Your task: What lines of the data hold the string "OUTUBRO"? Copy them all.

Available data:
──────────────────────────────

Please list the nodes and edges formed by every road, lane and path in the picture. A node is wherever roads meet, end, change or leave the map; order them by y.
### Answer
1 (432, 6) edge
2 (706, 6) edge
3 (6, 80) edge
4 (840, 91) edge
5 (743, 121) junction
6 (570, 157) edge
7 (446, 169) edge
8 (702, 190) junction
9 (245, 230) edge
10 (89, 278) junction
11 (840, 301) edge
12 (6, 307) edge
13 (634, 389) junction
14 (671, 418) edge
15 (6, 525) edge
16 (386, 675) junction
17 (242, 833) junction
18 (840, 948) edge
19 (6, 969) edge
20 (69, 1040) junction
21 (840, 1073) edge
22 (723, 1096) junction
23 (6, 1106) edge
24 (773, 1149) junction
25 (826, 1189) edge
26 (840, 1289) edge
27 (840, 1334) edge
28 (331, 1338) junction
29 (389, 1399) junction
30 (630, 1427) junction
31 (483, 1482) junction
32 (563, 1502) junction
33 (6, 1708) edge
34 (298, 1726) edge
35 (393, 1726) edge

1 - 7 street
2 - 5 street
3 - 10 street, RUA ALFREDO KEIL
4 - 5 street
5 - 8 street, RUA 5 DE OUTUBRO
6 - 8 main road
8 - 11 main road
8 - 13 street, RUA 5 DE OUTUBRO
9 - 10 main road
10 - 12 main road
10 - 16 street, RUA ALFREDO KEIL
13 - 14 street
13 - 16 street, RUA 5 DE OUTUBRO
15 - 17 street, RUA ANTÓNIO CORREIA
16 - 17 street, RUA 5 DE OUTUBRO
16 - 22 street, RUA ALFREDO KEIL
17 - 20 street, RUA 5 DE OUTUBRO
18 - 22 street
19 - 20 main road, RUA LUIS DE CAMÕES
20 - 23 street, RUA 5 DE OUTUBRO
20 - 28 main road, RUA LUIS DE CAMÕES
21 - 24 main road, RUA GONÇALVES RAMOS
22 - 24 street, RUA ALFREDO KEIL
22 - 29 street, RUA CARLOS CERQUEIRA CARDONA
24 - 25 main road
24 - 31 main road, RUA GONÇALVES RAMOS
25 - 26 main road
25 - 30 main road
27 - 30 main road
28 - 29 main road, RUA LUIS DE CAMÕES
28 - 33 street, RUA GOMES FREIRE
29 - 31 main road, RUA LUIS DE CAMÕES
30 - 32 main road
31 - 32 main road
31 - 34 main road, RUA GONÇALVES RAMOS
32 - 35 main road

──────────────────────────────

Written reply:
5 - 8 street, RUA 5 DE OUTUBRO
8 - 13 street, RUA 5 DE OUTUBRO
13 - 16 street, RUA 5 DE OUTUBRO
16 - 17 street, RUA 5 DE OUTUBRO
17 - 20 street, RUA 5 DE OUTUBRO
20 - 23 street, RUA 5 DE OUTUBRO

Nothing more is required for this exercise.